I’ve become so wrapped in the routine that on my solitary pilgrimage to the Emirates, it struck me how weird it was to be enjoying live football at a sociable, normal hour.
More than half of the football-watching world experiences the English Premier League in much the same way, and with Arsenal FC’s growing appreciation for its foreign supporters, our voice is becoming more and more prominent.
Yes, our collection of Arsenal shirts may only span from 2003 onwards. Yes, some of us praise God for the most inconsequential of Arsenal-related happenings a bit more than the more cynical, secular Brits. But we’re all in this together for the long haul and, with any luck, our TV subscriptions and Arsenal baseball caps may just put enough in the coffers to fund that long-awaited purchase of Lionel Messi’s second cousin’s ex-wife’s brother.
ABOUT THE BLOG
Enjoy a good transfer rumour? You have a friend in me. Love match reports? I heart them more. Jimmy Gooner will provide the latest and greatest in all of the above, but mostly it hopes to give you the grander narrative of Arsenal FC – where the club is going, how the season looks to be panning out, and how the fans are reacting to it.
That’s right, fans. Fanatics. Supporters. There are differences between the two, but Jimmy Gooner welcomes both. One set demands success on the premise that Arsenal FC is a ‘big club’ and so should be up there with the title-chasers and cup guzzlers. The others support the club ‘through thick and thin’, regardless of manager, players or league position.
Jimmy Gooner believes that in so many ways, Arsenal ‘fans/fanatics’ and ‘supporters’ are one in the same. We want what’s best for Arsenal because we love Arsenal. Love is many a splendid thing and it’s expressed in many a different way.
So if you’re here to vent your spleen, please do so. But do it with respect of your fellow Gooner. We all think different, we all speak different, and we all came into the fellowship of Gooner fandom at different times and for different reasons.
FREE LOVE, Y’ALL.
Rumours abound that the founder and author of Jimmy Gooner, the one known as ‘Jammathon’, is a card-dealing fraud who once ran another website known as ‘Third-Gen’. Jammathon wishes to advise that this is slander and misrepresentation of the highest, most despicable order. To be associated with a website that flaunted the laws of common decency and Keynesian economics is defamatory to the extreme.
In all seriousness, yes, Jimmy Gooner is effectively the resurrection of Third-Gen. Third-Gen’s official site is now little more than an online poker advert, reduced to radioactive rubble by the H-bomb of contract expiration. (the very old ruins of the original site can be found here).
Jammathon (real name ‘James’, hence ‘Jimmy Gooner’) is a man of many talents. He enjoys a good tinkle on the piano. He enjoys red wine, cider and James Boag’s Premium Lager. He’s a more-than-capable photographer.

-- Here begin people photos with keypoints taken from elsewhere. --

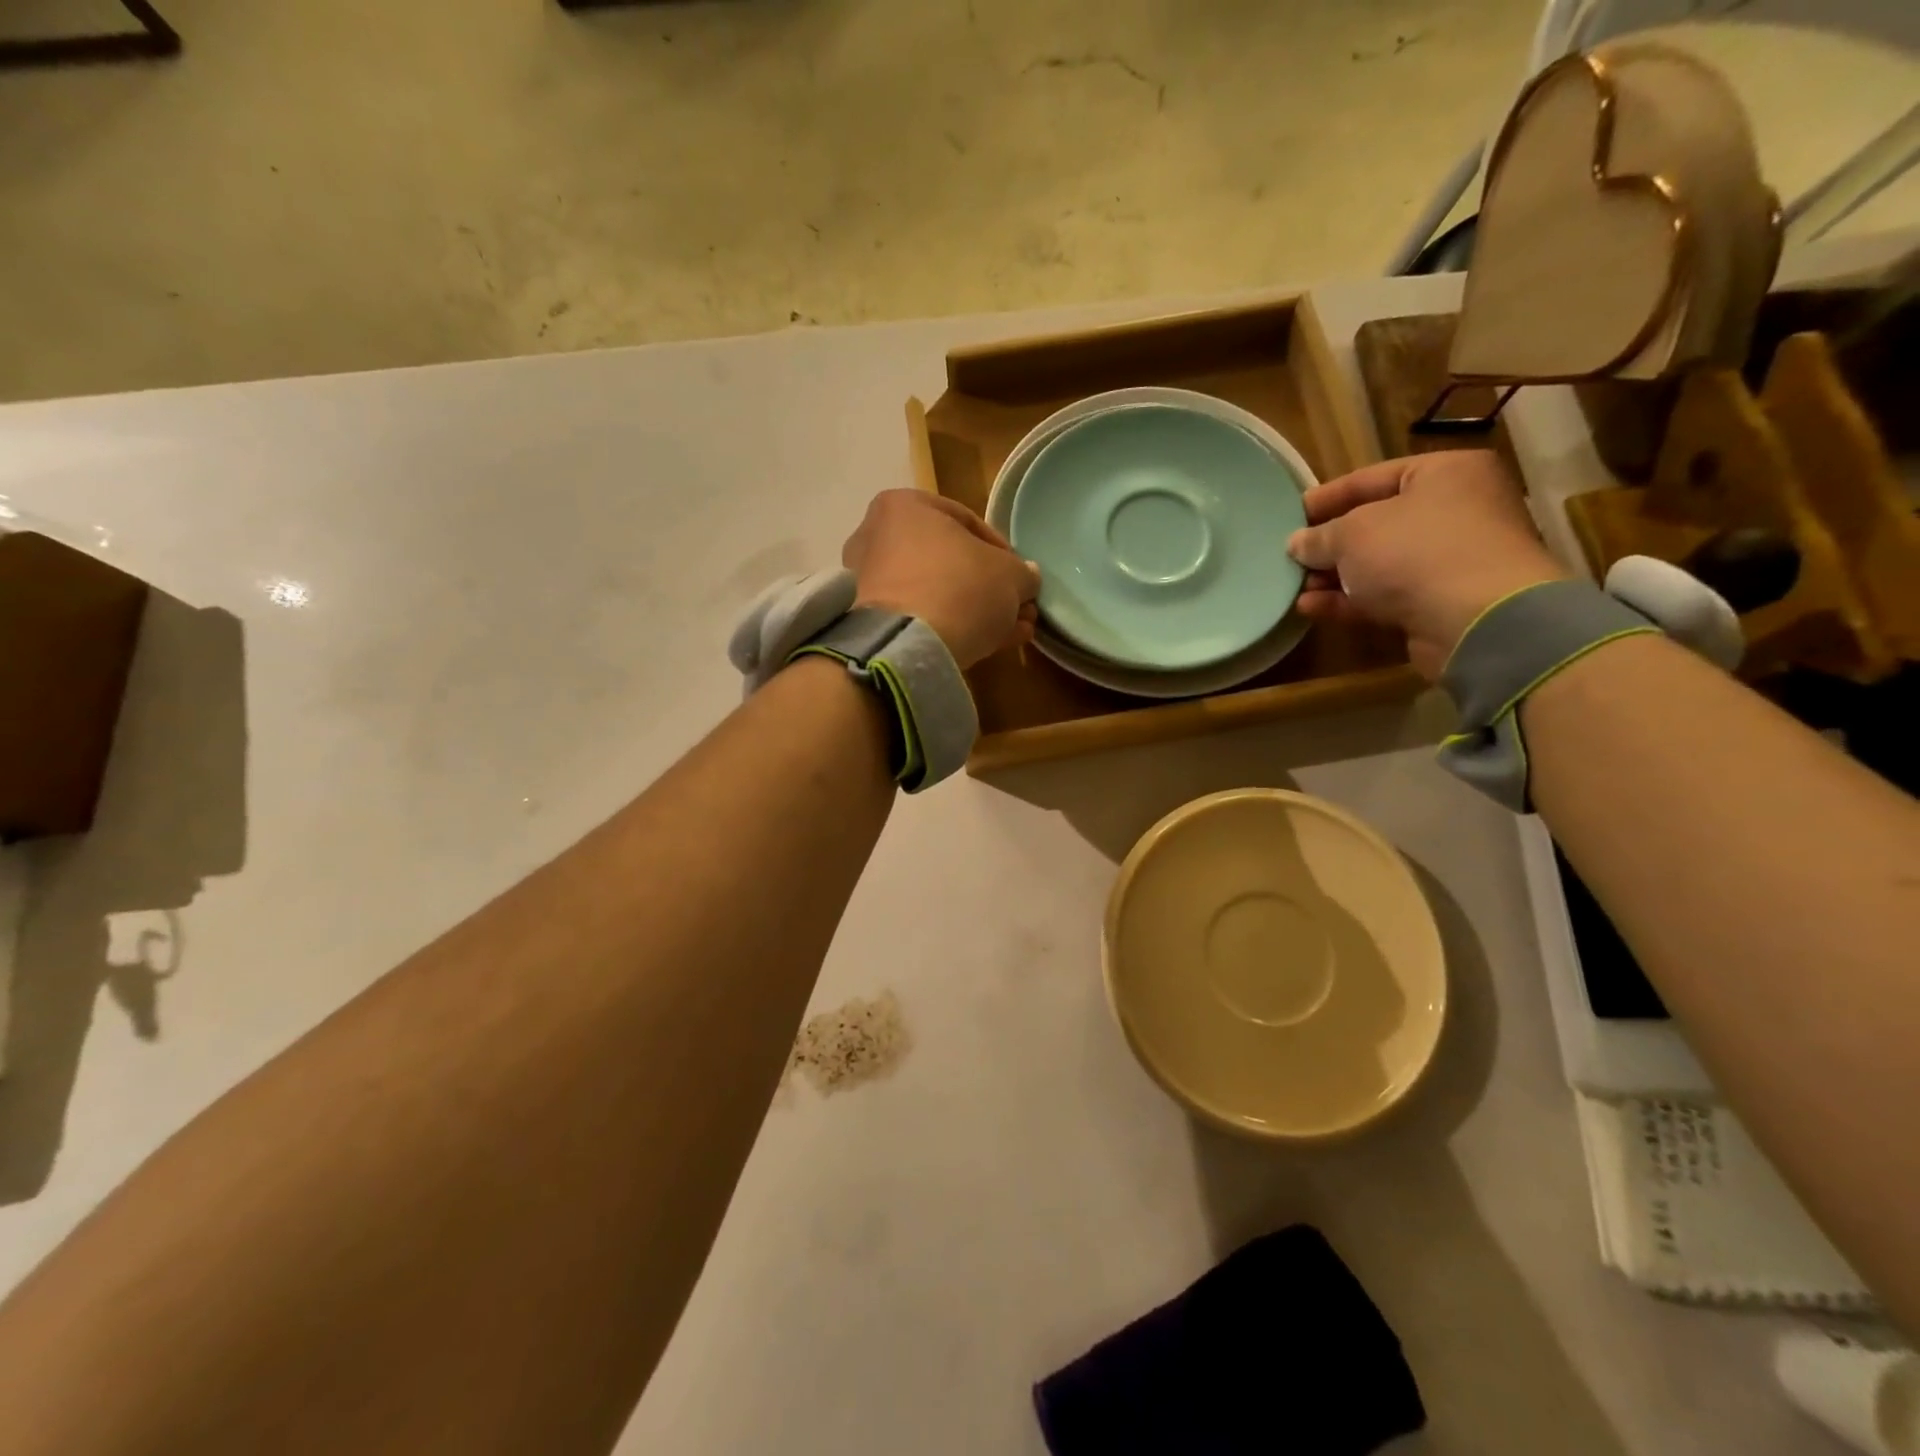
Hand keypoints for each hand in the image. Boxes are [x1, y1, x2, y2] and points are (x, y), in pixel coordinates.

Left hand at [843, 490, 1041, 667]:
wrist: (908, 646)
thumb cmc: (960, 588)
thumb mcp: (1010, 576)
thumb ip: (1022, 573)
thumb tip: (1025, 577)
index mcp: (904, 506)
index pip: (966, 521)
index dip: (1003, 552)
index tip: (1021, 577)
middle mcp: (876, 537)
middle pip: (948, 561)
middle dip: (988, 587)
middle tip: (1019, 608)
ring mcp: (868, 582)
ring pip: (936, 592)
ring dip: (976, 611)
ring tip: (1012, 632)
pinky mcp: (869, 623)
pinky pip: (919, 618)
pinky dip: (952, 627)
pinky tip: (988, 645)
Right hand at [1287, 450, 1566, 679]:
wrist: (1477, 619)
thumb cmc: (1415, 551)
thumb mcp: (1352, 533)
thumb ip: (1319, 536)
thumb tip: (1297, 543)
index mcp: (1445, 473)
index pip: (1372, 477)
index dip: (1328, 496)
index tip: (1292, 514)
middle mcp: (1456, 510)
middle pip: (1376, 523)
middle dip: (1330, 544)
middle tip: (1292, 556)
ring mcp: (1451, 560)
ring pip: (1379, 564)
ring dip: (1334, 577)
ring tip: (1296, 587)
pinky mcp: (1441, 602)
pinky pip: (1386, 596)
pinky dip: (1349, 601)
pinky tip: (1310, 608)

By day (or night, thanks to shift work), Jammathon works in the media. By night (or day, shift work again), he’ll probably be found meditating on ancient Zoroastrian scriptures, or building a cat out of Lego.
But no more.
Jammathon is a changed man. Jammathon is focused, his senses primed, his fingers at the ready. The keyboard sits, poised, ready to receive the click-clack-clackiness of rampant typing and considered thought for the online world.
Jammathon is Blog. Jammathon has become Jimmy Gooner.
But you can still call him Jammathon. Or Jimmy. Or James.
Just not ‘Jimmy James’. My mother calls me that. She’s a sweet, caring woman and deserves the exclusive use of ‘Jimmy James’. So back the hell off.